My E.T. LINEAGE
By H. David Morrow FuzzyGem@att.net
(Previously published in MISSING LINKS Vol. 8, No. 8, 23 February 2003) http://www.petuniapress.com/
So GW (geneaholic wife) says to me, "You'd have more appreciation of what I'm going through, if you did some research on your family!"
It's a valid point, but not in all cases. "I suppose you believe I'd appreciate children more if I gave birth to some?" I queried. She stared at me for a whole minute then abruptly turned around to her computer screen.
After 11+ years of marriage, she has decided she knows too little about my ancestors. That's intentional. Besides, don't you think she should have asked about this before we got married? Explaining the real story now would only seem like something I made up in order to escape involvement in yet another overwhelming habit.
I'll explain it, if you promise you won't tell her.
My grandparents appeared in the United States in 1916 as immigrants. They dressed, spoke, and acted like middle European refugees, so no one questioned them too carefully. The immigration agents on Ellis Island were focused on checking for diseases and didn't notice inconsistencies in their stories.
In truth, they came through the Bermuda Triangle. No one knows of any ship that ever made it through the famed Triangle. When asked their country of origin, they just picked a name off the map of Europe. They chose a ship name from the three that were in the harbor at the time.
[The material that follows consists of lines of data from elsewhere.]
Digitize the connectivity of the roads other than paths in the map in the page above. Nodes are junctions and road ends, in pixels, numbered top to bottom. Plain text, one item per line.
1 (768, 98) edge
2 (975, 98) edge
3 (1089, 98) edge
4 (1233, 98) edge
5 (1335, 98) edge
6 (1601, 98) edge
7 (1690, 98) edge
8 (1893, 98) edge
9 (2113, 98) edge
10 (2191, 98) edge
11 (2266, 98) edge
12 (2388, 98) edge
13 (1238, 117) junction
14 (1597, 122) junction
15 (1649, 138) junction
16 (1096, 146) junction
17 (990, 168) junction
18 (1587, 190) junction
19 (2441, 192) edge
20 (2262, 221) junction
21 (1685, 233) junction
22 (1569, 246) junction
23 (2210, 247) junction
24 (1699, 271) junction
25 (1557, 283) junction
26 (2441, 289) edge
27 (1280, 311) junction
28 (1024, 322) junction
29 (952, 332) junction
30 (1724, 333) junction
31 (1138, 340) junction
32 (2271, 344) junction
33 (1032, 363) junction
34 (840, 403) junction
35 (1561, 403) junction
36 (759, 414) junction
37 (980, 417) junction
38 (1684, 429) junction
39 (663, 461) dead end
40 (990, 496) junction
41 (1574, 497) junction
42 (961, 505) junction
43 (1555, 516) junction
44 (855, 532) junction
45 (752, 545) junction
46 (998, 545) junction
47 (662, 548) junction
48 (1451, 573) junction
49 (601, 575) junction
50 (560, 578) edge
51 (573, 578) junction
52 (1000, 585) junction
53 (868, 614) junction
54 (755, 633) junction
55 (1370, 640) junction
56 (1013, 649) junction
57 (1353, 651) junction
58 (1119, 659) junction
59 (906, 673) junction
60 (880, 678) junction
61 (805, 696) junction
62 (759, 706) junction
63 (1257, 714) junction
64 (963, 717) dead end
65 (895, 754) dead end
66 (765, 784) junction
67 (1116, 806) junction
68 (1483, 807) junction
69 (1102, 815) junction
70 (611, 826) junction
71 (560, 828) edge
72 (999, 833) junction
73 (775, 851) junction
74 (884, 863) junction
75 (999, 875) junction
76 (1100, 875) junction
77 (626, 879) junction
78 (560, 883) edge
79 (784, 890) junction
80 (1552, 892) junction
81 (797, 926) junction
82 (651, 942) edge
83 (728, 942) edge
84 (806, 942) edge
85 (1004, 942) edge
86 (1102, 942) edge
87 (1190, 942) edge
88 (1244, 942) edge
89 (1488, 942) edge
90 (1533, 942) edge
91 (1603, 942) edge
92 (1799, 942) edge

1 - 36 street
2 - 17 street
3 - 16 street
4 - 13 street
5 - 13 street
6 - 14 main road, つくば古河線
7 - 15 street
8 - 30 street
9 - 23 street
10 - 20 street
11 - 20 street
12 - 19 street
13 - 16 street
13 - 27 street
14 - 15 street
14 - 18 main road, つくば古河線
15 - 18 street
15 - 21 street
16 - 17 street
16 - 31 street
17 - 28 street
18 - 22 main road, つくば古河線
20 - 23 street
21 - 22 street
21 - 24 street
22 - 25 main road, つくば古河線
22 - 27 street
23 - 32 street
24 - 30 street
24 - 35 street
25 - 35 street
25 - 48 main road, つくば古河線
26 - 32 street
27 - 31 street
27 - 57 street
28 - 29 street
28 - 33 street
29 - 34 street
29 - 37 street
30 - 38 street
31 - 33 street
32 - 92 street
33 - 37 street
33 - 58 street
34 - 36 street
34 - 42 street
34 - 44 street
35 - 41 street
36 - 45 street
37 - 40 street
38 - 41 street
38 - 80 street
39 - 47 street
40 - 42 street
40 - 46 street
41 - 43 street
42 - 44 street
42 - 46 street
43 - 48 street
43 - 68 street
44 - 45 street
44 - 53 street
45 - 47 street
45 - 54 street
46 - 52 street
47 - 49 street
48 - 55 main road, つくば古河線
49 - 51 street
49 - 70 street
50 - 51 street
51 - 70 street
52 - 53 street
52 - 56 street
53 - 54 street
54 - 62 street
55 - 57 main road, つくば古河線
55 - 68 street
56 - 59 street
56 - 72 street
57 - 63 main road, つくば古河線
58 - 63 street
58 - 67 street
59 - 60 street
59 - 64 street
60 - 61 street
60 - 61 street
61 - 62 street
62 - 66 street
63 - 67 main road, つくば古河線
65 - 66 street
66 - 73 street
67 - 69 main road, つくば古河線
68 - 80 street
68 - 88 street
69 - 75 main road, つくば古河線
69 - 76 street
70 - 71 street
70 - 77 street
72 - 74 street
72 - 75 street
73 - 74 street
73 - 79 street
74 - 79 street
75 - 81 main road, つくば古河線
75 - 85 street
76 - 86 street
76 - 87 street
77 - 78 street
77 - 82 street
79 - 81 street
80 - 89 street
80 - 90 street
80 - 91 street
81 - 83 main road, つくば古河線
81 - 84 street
For years, they lived in fear of being caught for the lies they gave the agents that day. Up until the day they gained citizenship, my grandparents always went pale when they heard the word "immigration" or saw a police uniform. They were the first 20th century illegal aliens, sort of.
And they were aliens. Who else could get through the Bermuda Triangle?
I only know these things because my grandfather used to tell me, his six-year-old grandson, stories when I visited him in his tailor shop. (He was altering a policeman's uniform at the time.) My grandfather didn't look like an alien. He had a human face without an eye in the middle of his forehead. He also had two arms, two legs, and no tail.
He would never tell me precisely where he came from. I have, however, been able to glean some hints from his behavior. For example, he always held on to the furniture whenever he went from place to place in his tailor shop. Years later I figured out that this was because he was used to being in a gravity-free environment.
My grandmother also possessed magical powers that could only be extra-terrestrial. She baked braided bread once a week. When I was five years old and watching her prepare the dough, I asked how the bread came out of the oven braided. Ever anxious to educate me, she took a small piece of the dough, put it into a three-inch loaf pan and set it on top of the oven so I could watch it.
I sat down in a kitchen chair and stared at the dough. Sure enough, I fell asleep watching the pan. When I woke up, the dough in my special loaf pan had baked into braided bread. Now that's magic I've never seen an earthly magician do.
Somehow my grandparents managed to give birth to terrestrial children who eventually became my father, aunts, and uncle. My father's original passport stated he was a citizen by derivative. (Derived from what?) He arrived at Ellis Island on a ship. More proof my grandparents had special powers. They lived in the U. S. but had children in middle Europe!
The alien genes in me probably account for some of the traits I have that baffle my wife. For example, I put ketchup on my "mac and cheese"; I sometimes eat chocolate cake for breakfast; and I always (almost) remember to put down the toilet seat when I'm done. These are not normal, earthly proclivities.
On the other hand, I can't sew or bake bread. In fact, if it weren't for microwaves and frozen dinners -- well, you know what I mean.
I have none of the genes that defy gravity nor am I able to read minds like extraterrestrials are said to do. Heck, most of the time I'd just be happy to really know what my dog wants. I'd like to be able to turn this gene back on so I could divine what my GW is saying when she tries to explain about one of her ancestors.
There are, of course, benefits to being able to trace your family. One of them is discovering what ailments run in the family. I do not know what diseases afflicted my great-grandparents, but I'm sure the maladies started with some sort of alien fever.
The benefit that comes with not being able to research forebears is that I cannot find out which relative was a horse thief, boozer, or liked ketchup on his mac and cheese. I remember once someone saying something about a great-uncle getting "lost in space." At the time, I thought they meant he could see that program on his TV.
Now you know why I can't give my geneaholic spouse any information to trace my family back beyond my mother and father. Heaven knows she already has enough frustration trying to find her own roots. I don't think I should let her begin research that must inevitably lead to another brick wall.
And I certainly can't do it myself without revealing my own alien genes. Hitting my own brick wall can't be healthy for a man trying to have a baby.